Schiano recruited a tall, blonde QB named Mike Glennon back in his Rutgers days, only Glennon decided to attend N.C. State instead. He performed well for the Wolfpack, but was prone to wild ups-and-downs. He threw for 7,075 yards and 62 touchdowns in his two seasons as a starter in college, but that came along with 31 interceptions. Yours truly witnessed him throw four picks against Tennessee in a demoralizing loss that set the Wolfpack up for a 7-6 season and the firing of head coach Tom O'Brien.

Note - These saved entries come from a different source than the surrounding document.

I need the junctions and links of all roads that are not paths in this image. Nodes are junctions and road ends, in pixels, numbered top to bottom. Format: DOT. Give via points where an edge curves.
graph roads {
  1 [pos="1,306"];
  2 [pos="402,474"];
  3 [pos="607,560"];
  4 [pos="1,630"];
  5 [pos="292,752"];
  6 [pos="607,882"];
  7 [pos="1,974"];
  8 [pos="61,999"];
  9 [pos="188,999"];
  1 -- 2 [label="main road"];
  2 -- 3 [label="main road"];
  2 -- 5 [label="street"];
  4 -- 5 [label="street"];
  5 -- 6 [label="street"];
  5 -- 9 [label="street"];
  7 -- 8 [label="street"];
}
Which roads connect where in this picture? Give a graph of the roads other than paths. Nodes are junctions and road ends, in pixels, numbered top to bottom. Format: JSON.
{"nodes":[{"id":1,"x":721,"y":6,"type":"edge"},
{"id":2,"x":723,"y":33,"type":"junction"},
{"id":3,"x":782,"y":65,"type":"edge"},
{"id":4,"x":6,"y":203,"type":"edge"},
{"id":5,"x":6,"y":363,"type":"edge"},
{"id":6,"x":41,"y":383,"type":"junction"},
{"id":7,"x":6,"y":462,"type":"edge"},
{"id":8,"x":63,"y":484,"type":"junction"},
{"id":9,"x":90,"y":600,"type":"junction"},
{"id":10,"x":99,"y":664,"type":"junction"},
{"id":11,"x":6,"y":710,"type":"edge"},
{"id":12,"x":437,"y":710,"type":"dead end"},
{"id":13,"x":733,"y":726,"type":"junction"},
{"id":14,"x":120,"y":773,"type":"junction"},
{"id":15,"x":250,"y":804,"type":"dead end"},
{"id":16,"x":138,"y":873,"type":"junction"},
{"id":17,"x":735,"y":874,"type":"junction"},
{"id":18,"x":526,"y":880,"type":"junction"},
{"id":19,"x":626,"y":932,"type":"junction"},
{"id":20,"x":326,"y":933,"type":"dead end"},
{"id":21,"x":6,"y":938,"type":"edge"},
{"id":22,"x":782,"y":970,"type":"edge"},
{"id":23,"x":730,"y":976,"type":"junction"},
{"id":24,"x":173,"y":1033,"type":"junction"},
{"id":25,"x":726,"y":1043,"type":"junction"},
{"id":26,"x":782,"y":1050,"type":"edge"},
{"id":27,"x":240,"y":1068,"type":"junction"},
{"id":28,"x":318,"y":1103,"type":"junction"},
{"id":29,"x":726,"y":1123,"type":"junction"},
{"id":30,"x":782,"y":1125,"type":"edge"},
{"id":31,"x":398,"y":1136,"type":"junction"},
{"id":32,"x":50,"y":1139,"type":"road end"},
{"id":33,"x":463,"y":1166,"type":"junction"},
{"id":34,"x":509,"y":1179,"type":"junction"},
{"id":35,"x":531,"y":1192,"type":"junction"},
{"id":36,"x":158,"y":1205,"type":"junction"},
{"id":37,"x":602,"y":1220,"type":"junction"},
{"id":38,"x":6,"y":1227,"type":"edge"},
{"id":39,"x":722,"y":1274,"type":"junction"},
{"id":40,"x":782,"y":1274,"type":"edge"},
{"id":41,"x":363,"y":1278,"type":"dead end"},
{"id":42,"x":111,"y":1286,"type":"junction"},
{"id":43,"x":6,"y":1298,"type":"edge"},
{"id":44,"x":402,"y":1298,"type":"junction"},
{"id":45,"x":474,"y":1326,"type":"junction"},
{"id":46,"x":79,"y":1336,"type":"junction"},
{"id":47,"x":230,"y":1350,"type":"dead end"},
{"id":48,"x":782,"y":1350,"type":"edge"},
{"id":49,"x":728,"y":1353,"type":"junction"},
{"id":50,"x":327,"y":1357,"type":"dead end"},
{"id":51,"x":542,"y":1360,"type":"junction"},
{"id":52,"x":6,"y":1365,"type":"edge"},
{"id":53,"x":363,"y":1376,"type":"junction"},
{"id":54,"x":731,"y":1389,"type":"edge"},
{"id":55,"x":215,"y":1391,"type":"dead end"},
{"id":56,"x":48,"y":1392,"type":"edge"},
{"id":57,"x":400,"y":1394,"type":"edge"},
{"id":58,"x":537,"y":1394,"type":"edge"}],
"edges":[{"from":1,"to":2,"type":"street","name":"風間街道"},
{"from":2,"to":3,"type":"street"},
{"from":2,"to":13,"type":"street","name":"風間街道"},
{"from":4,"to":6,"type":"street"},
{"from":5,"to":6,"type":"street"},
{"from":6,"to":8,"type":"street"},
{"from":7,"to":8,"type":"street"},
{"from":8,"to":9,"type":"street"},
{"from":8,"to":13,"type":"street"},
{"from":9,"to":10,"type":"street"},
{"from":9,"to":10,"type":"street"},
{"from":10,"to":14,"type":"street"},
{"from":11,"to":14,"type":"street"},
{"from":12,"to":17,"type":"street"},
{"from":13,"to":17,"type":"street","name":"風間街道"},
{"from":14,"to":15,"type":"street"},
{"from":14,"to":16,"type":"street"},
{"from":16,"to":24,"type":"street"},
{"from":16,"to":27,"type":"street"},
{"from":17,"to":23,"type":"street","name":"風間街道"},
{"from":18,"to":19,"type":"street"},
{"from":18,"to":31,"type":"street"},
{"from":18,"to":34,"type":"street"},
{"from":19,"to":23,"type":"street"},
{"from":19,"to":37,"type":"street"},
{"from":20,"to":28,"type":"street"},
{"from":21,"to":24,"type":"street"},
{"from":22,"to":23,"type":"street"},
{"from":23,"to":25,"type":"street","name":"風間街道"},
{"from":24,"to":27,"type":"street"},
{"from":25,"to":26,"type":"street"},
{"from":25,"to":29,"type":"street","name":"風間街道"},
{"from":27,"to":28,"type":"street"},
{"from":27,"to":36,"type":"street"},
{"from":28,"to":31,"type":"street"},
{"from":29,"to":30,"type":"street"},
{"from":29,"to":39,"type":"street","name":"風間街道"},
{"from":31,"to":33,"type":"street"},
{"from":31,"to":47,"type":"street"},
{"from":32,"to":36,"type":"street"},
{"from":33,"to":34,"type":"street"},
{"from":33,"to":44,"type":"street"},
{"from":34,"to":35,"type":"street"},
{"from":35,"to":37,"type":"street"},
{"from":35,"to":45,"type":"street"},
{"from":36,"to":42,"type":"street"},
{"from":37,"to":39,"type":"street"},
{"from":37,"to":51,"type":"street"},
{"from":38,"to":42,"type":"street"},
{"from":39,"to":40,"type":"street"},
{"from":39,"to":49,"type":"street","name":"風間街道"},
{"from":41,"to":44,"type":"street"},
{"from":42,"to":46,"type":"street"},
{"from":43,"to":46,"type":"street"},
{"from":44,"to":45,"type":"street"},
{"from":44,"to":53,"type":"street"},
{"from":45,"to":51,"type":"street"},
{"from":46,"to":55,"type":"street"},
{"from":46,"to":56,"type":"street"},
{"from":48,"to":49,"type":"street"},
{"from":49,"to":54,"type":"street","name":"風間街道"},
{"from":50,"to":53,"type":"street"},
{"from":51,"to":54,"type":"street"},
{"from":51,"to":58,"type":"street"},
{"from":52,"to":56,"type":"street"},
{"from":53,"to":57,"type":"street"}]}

During that time, Schiano grew infatuated with Glennon. He yearned for a decent quarterback in 2009, when his Scarlet Knights limped out to a 1-6 conference record…in the Big East. Schiano was determined to reunite with his long-lost quarterback. He spurned Miami, the first team to hire him, as he knew Glennon could not possibly transfer to a conference rival. They somehow had to meet in the pros.
Despite Schiano's 28-48 conference record at Rutgers, he knew he had to find a way into the NFL. While out on his morning jog near the field where the athletic teams stretched, he saw a lacrosse player with “Belichick” written across the back. Could it be? It was.
Schiano quickly signed him up as a long-snapper and befriended his father, Bill. He informed his fellow coach about his dilemma. Bemused but enticed by the thought of one less team to contend with, Belichick went along and put in a good word with the Buccaneers.
Tampa Bay quickly hired him after losing out on Chip Kelly, an unfortunate choice since they already had a first round quarterback, Freeman, who essentially wrote the Buccaneers' record books during his short tenure. Schiano was not deterred. He declared Glennon the highest-rated player on the board, according to GM Mark Dominik. They chose him with the 73rd selection, a steal.
Finally the two were reunited. They met shortly after the draft. Schiano said, “‘I missed out on you five years ago. I wasn’t going to miss out on you again,’” according to Glennon.
But before their passion could truly be revealed, Schiano still had to get out of his current coach-QB relationship. But how? Freeman clearly earned the right to start.
He went to Tampa Bay's owner, Malcolm Glazer, and asked for advice. Glazer put him in touch with Karl Rove, whom he knew thanks to his connection with the Bush family after buying Zapata Offshore from George H. W. Bush. Rove recommended an all-out smear campaign.
Schiano started with Freeman's teammates. Though they voted him team captain, Schiano changed the votes. Besides, a soon-to-be back-up quarterback had no business being a captain. During the meeting afterwards, Schiano took Freeman's phone and changed his alarm so he would miss the team photo. He told the press Freeman was late to several events, just to make sure.
Rumors swirled about problems within the camp, and reports suggested Freeman might soon be traded.
Schiano was close. All he needed was a final push to force Freeman out. Aha! Freeman's frequent drug testing! He always wondered what those tests were all about. Now would be his chance to find out and do Freeman in for good.
Despite strict laws to the contrary, Schiano leaked information to the press stating that Freeman was in stage one of the NFL's drug program. He quickly named Glennon the starter before the news hit, then announced he would call every team looking for a home for Josh Freeman.
Freeman was screwed. In response, he asked to be cut, clearing the path for a controversy-free dance around the NFL for Schiano and Glennon.
Though they lost in their debut to the Arizona Cardinals, scoring a meager 10 points, that's OK for Schaino and Glennon, so long as they have each other.